Similarly, the following statement succeeds even though the size Attribute equal to M is processed (and not selected):

%sh = %doc:SelectNodes('/*/shirt[number(@size)<40 and @type="sport"]/@sku')

Comparisons with the number( ) function are always false for a non-numeric node value, unless the comparison is !=. The following statements both print None found:

Print %doc:ValueDefault( - '/*/shirt[number(@size) < 40 and @sku="102"]/@size', 'None found') Print %doc:ValueDefault( - '/*/shirt[number(@size) >= 40 and @sku="102"]/@size', 'None found')

The following, however, prints M, the size of shirt with this SKU. Its size is not less than 40 nor greater than or equal to 40, but it is not equal to 40 (nor any other number):

Print %doc:ValueDefault( - '/*/shirt[number(@size) != 40 and @sku="102"]/@size', 'None found')

Note: Before substituting the number( ) function into a direct numeric comparison, you should be aware of two differences between direct numeric comparison and the use of number( ):

number(LocPath) != n, LocPath result is empty node-set

When a predicate contains the number( ) function followed by the != comparison, if the nodeSet result is empty, the result of the comparison is true; if any other comparison operator is used, the result is false.

For example, consider this document:

<t> <w a="1"/> <x a="PI"/> <y a="e" b="1"/> <z a="e" b="2"/> </t>

If you are using a numeric comparison to search for Attribute a, you should use the number( ) function to avoid request cancellation, because a has non-numeric values. The following statement sets the result nodelist to the Element w:

%nlis = %doc:SelectNodes('/t/*[number(@a) = 1]')

The following statement sets the result nodelist to the Elements x, y, and z:

%nlis = %doc:SelectNodes('/t/*[number(@a) != 1]')

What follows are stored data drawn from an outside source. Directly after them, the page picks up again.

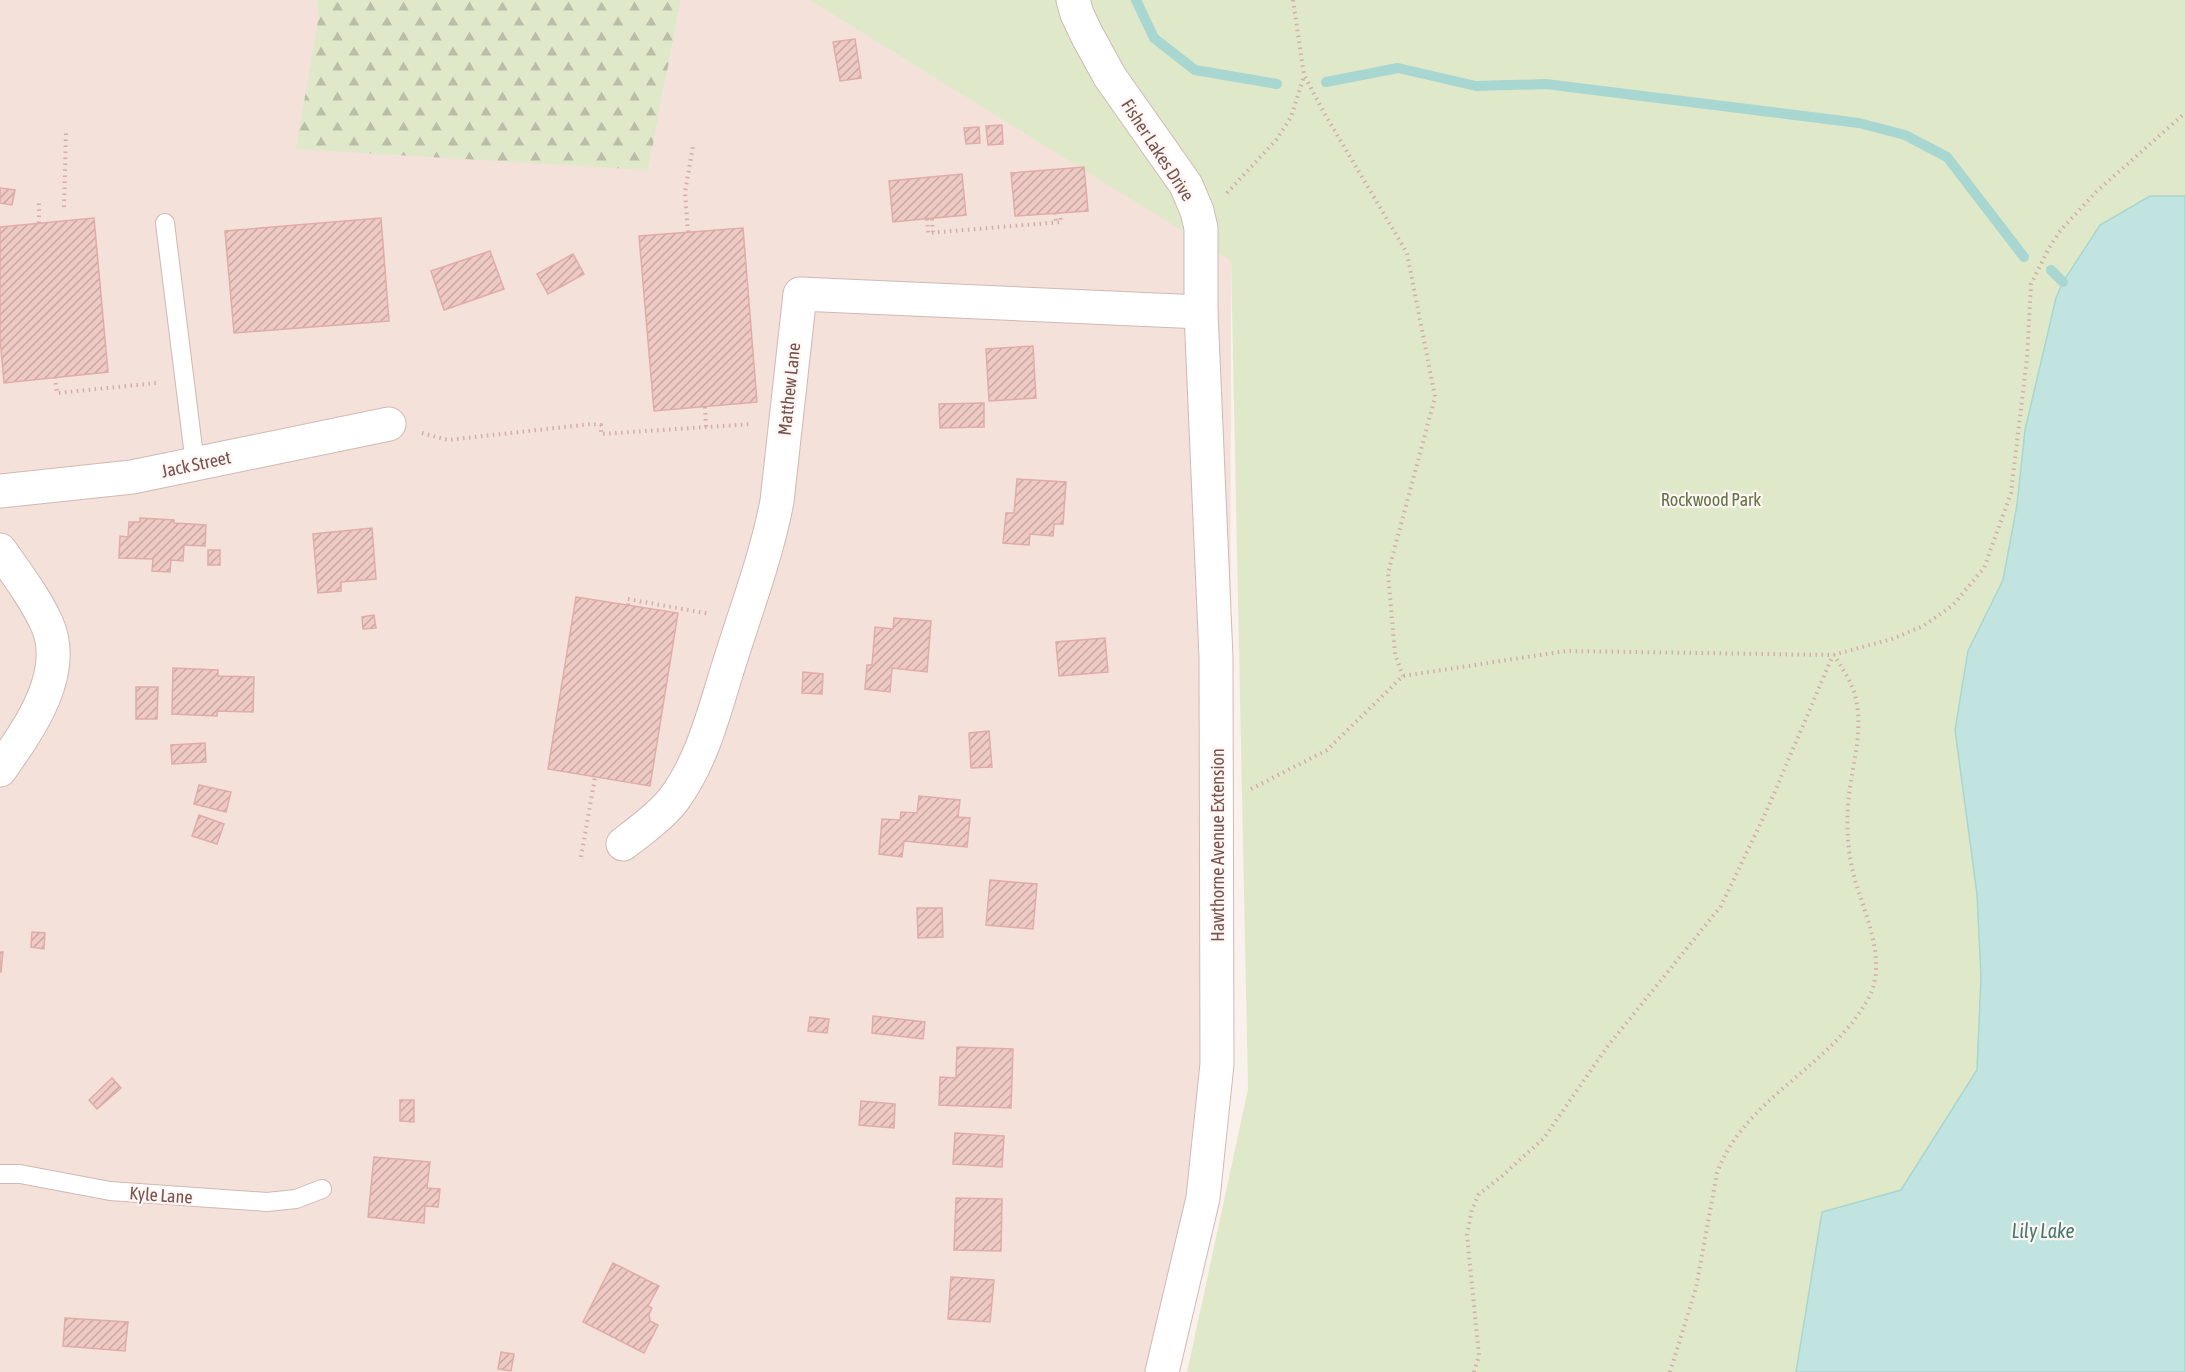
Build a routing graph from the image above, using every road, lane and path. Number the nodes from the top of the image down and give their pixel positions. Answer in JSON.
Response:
{"nodes":[{"id":1,"x":1073,"y":0,"type":"edge"},
{"id":2,"x":1293,"y":0,"type":"edge"},
{"id":3,"x":1304,"y":75,"type":"junction"},
{"id":4,"x":2185,"y":113,"type":"edge"},
{"id":5,"x":66,"y":133,"type":"dead end"},
{"id":6,"x":693,"y":145,"type":"dead end"},
{"id":7,"x":39,"y":202,"type":"dead end"},
{"id":8,"x":64,"y":207,"type":"dead end"},
{"id":9,"x":1055,"y":213,"type":"dead end"},
{"id":10,"x":1060,"y":213,"type":"dead end"},
{"id":11,"x":929,"y":219,"type":"dead end"},
{"id":12,"x":39,"y":223,"type":"dead end"},
{"id":13,"x":165,"y":223,"type":"dead end"},
{"id":14,"x":1056,"y":223,"type":"junction"},
{"id":15,"x":1201,"y":228,"type":"junction"},
{"id":16,"x":688,"y":232,"type":"dead end"},
{"id":17,"x":1201,"y":312,"type":"junction"},
{"id":18,"x":55,"y":377,"type":"dead end"},
{"id":19,"x":185,"y":380,"type":"junction"},
{"id":20,"x":705,"y":407,"type":"dead end"},
{"id":21,"x":786,"y":421,"type":"junction"},
{"id":22,"x":389,"y":424,"type":"joint"},
{"id":23,"x":706,"y":427,"type":"junction"},
{"id":24,"x":195,"y":464,"type":"junction"},
{"id":25,"x":0,"y":491,"type":"edge"},
{"id":26,"x":0,"y":550,"type":"edge"},
{"id":27,"x":628,"y":605,"type":"dead end"},
{"id":28,"x":743,"y":620,"type":"junction"},
{"id":29,"x":1833,"y":655,"type":"junction"},
{"id":30,"x":1403,"y":676,"type":"junction"},
{"id":31,"x":0,"y":770,"type":"edge"},
{"id":32,"x":595,"y":777,"type":"dead end"},
{"id":33,"x":1217,"y":809,"type":"junction"},
{"id":34,"x":623,"y":844,"type":"dead end"},
{"id":35,"x":581,"y":857,"type":"dead end"},
{"id":36,"x":0,"y":1174,"type":"edge"},
{"id":37,"x":322,"y":1189,"type":"dead end"},
{"id":38,"x":1162,"y":1372,"type":"edge"},
{"id":39,"x":1473,"y":1372,"type":"edge"},
{"id":40,"x":1670,"y":1372,"type":"edge"}],
"edges":[{"from":1,"to":15,"type":"street","name":"Fisher Lakes Drive"},
{"from":2,"to":3,"type":"path"},
{"from":3,"to":15,"type":"path"},
{"from":3,"to":30,"type":"path"},
{"from":4,"to":29,"type":"path"},
{"from":5,"to":8,"type":"path"},
{"from":6,"to":16,"type":"path"},
{"from":7,"to":12,"type":"path"},
{"from":9,"to":14,"type":"path"},
{"from":10,"to":14,"type":"path"},
{"from":11,"to":14,"type":"path"},
{"from":13,"to":19,"type":"lane"},
{"from":15,"to":17,"type":"street","name":"Fisher Lakes Drive"},
{"from":17,"to":21,"type":"street","name":"Matthew Lane"},
{"from":17,"to":33,"type":"street","name":"Hawthorne Avenue Extension"},
{"from":18,"to":19,"type":"path"},
{"from":19,"to":24,"type":"lane"},
{"from":20,"to":23,"type":"path"},
{"from":21,"to":23,"type":"path"},
{"from":21,"to":28,"type":"street","name":"Matthew Lane"},
{"from":22,"to":23,"type":"path"},
{"from":22,"to":24,"type":"street","name":"Jack Street"},
{"from":24,"to":25,"type":"street","name":"Jack Street"},
{"from":26,"to":31,"type":"street"},
{"from":27,"to":28,"type":"path"},
{"from":28,"to":34,"type":"street","name":"Matthew Lane"},
{"from":29,"to":30,"type":"path"},
{"from":29,"to":39,"type":"path"},
{"from":29,"to":40,"type":"path"},
{"from":30,"to":33,"type":"path"},
{"from":32,"to":35,"type":"path"},
{"from":33,"to":38,"type":"street","name":"Hawthorne Avenue Extension"},
{"from":36,"to":37,"type":"lane","name":"Kyle Lane"}]}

The b Attribute, however, does not have any non-numeric values, so it can be used without number( ). Each of the following two statements sets the result nodelist to the Element y:

%nlis = %doc:SelectNodes('/t/*/[@b = 1]') %nlis = %doc:SelectNodes('/t/*[number(@b) = 1]')

However, the following two statements differ in their result:

%nlis = %doc:SelectNodes('/t/*[@b != 1]') %nlis = %doc:SelectNodes('/t/*[number(@b) != 1]')

The first sets the result nodelist to the Element z, while the second includes Elements w and x as well as the Element z. Since they do not contain the b Attribute, the result of number(@b)!=1 at elements w and x is true.

If you want to make number( ) similar to a direct comparison in this respect, you "and" the Location Path argument with the number( ) factor in the predicate. So, for example, the following sets the result nodelist to the Element z, just like the direct comparison approach:

%nlis = %doc:SelectNodes('/t/*[@b and number(@b) != 1]')

Note: The other way in which number( ) differs from direct comparison is described in number( ) comparisons that cause request cancellation.

number( ) comparisons that cause request cancellation

When a predicate contains the number( ) function, the request is cancelled if the value of the nodeSet argument to the number( ) function has more than one node.

For example, consider this document:

<t> <x a="1" b="2"/> <y b="pi" a="3.14159265"/> </t>

If you are searching for all Elements that have any Attribute greater than 1, you can use the Location Path @* as a wildcard comparison for any Attribute. However, you cannot use direct comparison, because some of the attributes are non-numeric.

So, you might try to use number(@*), as in the following example:

%nlis = %doc:SelectNodes('/t/*[number(@*) > 1]')

However, this will cause a request cancellation, because the value of @* contains more than one node. In such situations, you must decide which node is to be converted to a number for the comparison. In this case, you probably want to use:

%nlis = %doc:SelectNodes( - '/t/*[number(@a) > 1 or number(@b) > 1]')

This will set the result nodelist to Elements x and y.